- PROBLEM REQUIREMENTS
Without the pictures, retype each line below exactly as it stands.

- DATASET EXTRACT
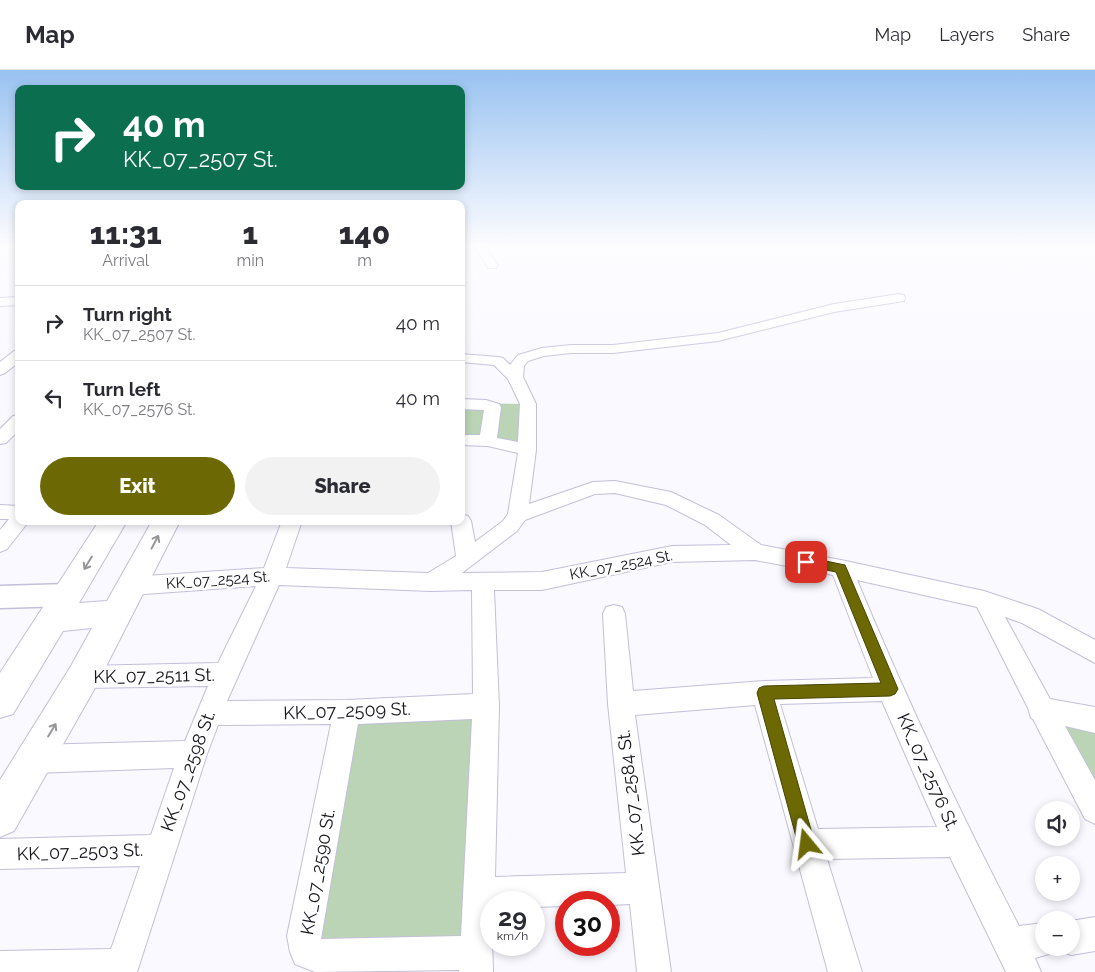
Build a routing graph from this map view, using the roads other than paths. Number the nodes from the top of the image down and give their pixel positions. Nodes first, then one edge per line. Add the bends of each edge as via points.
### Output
1 (900, 298) dead end
2 (15, 301) edge
3 (0, 302) edge
4 (11, 353) edge
5 (465, 358) edge
6 (0, 370) edge
7 (515, 377) junction
8 (465, 404) edge
9 (15, 424) edge
10 (0, 439) edge
11 (465, 440) edge
12 (488, 441) junction
13 (527, 450) junction
14 (0, 512) edge
15 (15, 513) edge
16 (518, 515) junction
17 (16, 525) edge
18 (111, 525) edge
19 (164, 525) edge
20 (291, 525) edge
21 (462, 525) edge
22 (0, 544) edge
23 (755, 552) junction
24 (467, 559) junction
25 (841, 568) junction
26 (272, 576) junction
27 (432, 582) junction
28 (483, 583) junction
29 (0, 597) edge
30 (124, 600) junction
31 (984, 600) junction
32 (61, 607) junction
33 (614, 614) dead end
34 (1095, 652) edge
35 (10, 673) edge
36 (225, 674) junction
37 (83, 677) junction
38 (890, 689) junction
39 (764, 693) junction
40 (0, 702) edge
41 (621, 704) junction
42 (486, 706) junction
43 (1040, 708) junction
44 (347, 712) junction
45 (209, 713) junction
46 (1095, 720) edge
47 (193, 754) junction
48 (34, 759) junction
49 (1095, 809) edge
50 (0, 817) edge
51 (959, 842) junction
52 (807, 844) junction
53 (160, 850) junction
54 (0, 854) edge
55 (643, 888) junction
56 (479, 893) junction
57 (1095, 934) edge
58 (1080, 936) edge
59 (1035, 946) edge
60 (1018, 958) edge
61 (476, 962) edge
62 (0, 968) edge
63 (121, 969) edge
64 (654, 972) edge
65 (845, 972) edge

1 - 7 street via 834,308 718,336 542,352 523,358 516,366
2 - 3 street
4 - 6 street
5 - 7 street via 498,361
7 - 13 street via 528,404
8 - 12 street via 493,407
9 - 10 street
11 - 12 street
12 - 13 street
13 - 16 street
14 - 15 street
16 - 23 street via 593,488 615,487 671,500 712,520
16 - 24 street via 510,526
17 - 22 street
18 -> 32 highway
30 -> 19 highway
20 - 26 street, KK_07_2598 St.
21 - 24 street
23 - 25 street, KK_07_2524 St.
23 - 28 street, KK_07_2524 St. via 672,554 542,581
24 - 27 street
25 - 31 street, KK_07_2524 St.
25 - 38 street, KK_07_2576 St.
26 - 27 street, KK_07_2524 St.
26 - 30 street, KK_07_2524 St.
26 - 36 street, KK_07_2598 St.
27 - 28 street, KK_07_2524 St.
28 - 42 street, KK_07_2590 St.
29 - 32 street
30 - 32 highway
30 - 37 highway
31 - 34 street, KK_07_2524 St. via 1030,616
31 - 43 street
32 - 35 highway
33 - 41 street, KK_07_2584 St.
35 - 40 highway
36 - 37 street, KK_07_2511 St.
36 - 45 street, KK_07_2598 St.
48 -> 37 highway
38 - 39 street
38 - 51 street, KK_07_2576 St.
39 - 41 street
39 - 52 street
41 - 55 street, KK_07_2584 St.
42 - 44 street, KK_07_2509 St.
42 - 56 street, KK_07_2590 St.
43 - 46 street
43 - 49 street
44 - 45 street, KK_07_2509 St.
44 - 61 street, KK_07_2590 St. via 304,936 307,952 318,956
45 - 47 street, KK_07_2598 St.
47 - 48 street
47 - 53 street, KK_07_2598 St.
48 - 50 highway
51 - 52 street
51 - 60 street, KK_07_2576 St.
52 - 65 street
53 - 54 street, KK_07_2503 St.
53 - 63 street, KK_07_2598 St.
55 - 56 street
55 - 64 street, KK_07_2584 St.
56 - 61 street, KK_07_2590 St.
57 - 58 street
59 - 60 street, KK_07_2576 St.
62 - 63 street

- THE ANSWER
Build a routing graph from this map view, using the roads other than paths. Number the nodes from the top of the image down and give their pixel positions. Nodes first, then one edge per line. Add the bends of each edge as via points.
### Output
1 (900, 298) dead end
2 (15, 301) edge
3 (0, 302) edge
4 (11, 353) edge
5 (465, 358) edge
6 (0, 370) edge
7 (515, 377) junction
8 (465, 404) edge
9 (15, 424) edge
10 (0, 439) edge
11 (465, 440) edge
12 (488, 441) junction
13 (527, 450) junction
14 (0, 512) edge
15 (15, 513) edge
16 (518, 515) junction
17 (16, 525) edge
18 (111, 525) edge
19 (164, 525) edge
20 (291, 525) edge
21 (462, 525) edge
22 (0, 544) edge
23 (755, 552) junction
24 (467, 559) junction
25 (841, 568) junction
26 (272, 576) junction
27 (432, 582) junction
28 (483, 583) junction
29 (0, 597) edge
30 (124, 600) junction
31 (984, 600) junction
32 (61, 607) junction
33 (614, 614) dead end
34 (1095, 652) edge
35 (10, 673) edge
36 (225, 674) junction
37 (83, 677) junction
38 (890, 689) junction
39 (764, 693) junction
40 (0, 702) edge
41 (621, 704) junction
42 (486, 706) junction
43 (1040, 708) junction
44 (347, 712) junction
45 (209, 713) junction
46 (1095, 720) edge
47 (193, 754) junction
48 (34, 759) junction
49 (1095, 809) edge
50 (0, 817) edge
51 (959, 842) junction
52 (807, 844) junction
53 (160, 850) junction
54 (0, 854) edge
55 (643, 888) junction
56 (479, 893) junction
57 (1095, 934) edge
58 (1080, 936) edge
59 (1035, 946) edge
60 (1018, 958) edge
61 (476, 962) edge
62 (0, 968) edge
63 (121, 969) edge
64 (654, 972) edge
65 (845, 972) edge

1 - 7 street via 834,308 718,336 542,352 523,358 516,366
2 - 3 street
4 - 6 street
5 - 7 street via 498,361
7 - 13 street via 528,404
8 - 12 street via 493,407
9 - 10 street
11 - 12 street
12 - 13 street
13 - 16 street
14 - 15 street
16 - 23 street via 593,488 615,487 671,500 712,520
16 - 24 street via 510,526
17 - 22 street
18 -> 32 highway
30 -> 19 highway
20 - 26 street, KK_07_2598 St.
21 - 24 street
23 - 25 street, KK_07_2524 St.
23 - 28 street, KK_07_2524 St. via 672,554 542,581
24 - 27 street
25 - 31 street, KK_07_2524 St.
25 - 38 street, KK_07_2576 St.
26 - 27 street, KK_07_2524 St.
26 - 30 street, KK_07_2524 St.
26 - 36 street, KK_07_2598 St.
27 - 28 street, KK_07_2524 St.
28 - 42 street, KK_07_2590 St.
29 - 32 street
30 - 32 highway
30 - 37 highway
31 - 34 street, KK_07_2524 St. via 1030,616
31 - 43 street
32 - 35 highway
33 - 41 street, KK_07_2584 St.
35 - 40 highway
36 - 37 street, KK_07_2511 St.
36 - 45 street, KK_07_2598 St.
48 -> 37 highway
38 - 39 street
38 - 51 street, KK_07_2576 St.
39 - 41 street
39 - 52 street
41 - 55 street, KK_07_2584 St.
42 - 44 street, KK_07_2509 St.
42 - 56 street, KK_07_2590 St.
43 - 46 street
43 - 49 street
44 - 45 street, KK_07_2509 St.
44 - 61 street, KK_07_2590 St. via 304,936 307,952 318,956
45 - 47 street, KK_07_2598 St.
47 - 48 street
47 - 53 street, KK_07_2598 St.
48 - 50 highway
51 - 52 street
51 - 60 street, KK_07_2576 St.
52 - 65 street
53 - 54 street, KK_07_2503 St.
53 - 63 street, KK_07_2598 St.
55 - 56 street
55 - 64 street, KK_07_2584 St.
56 - 61 street, KK_07_2590 St.
57 - 58 street
59 - 60 street, KK_07_2576 St.
62 - 63 street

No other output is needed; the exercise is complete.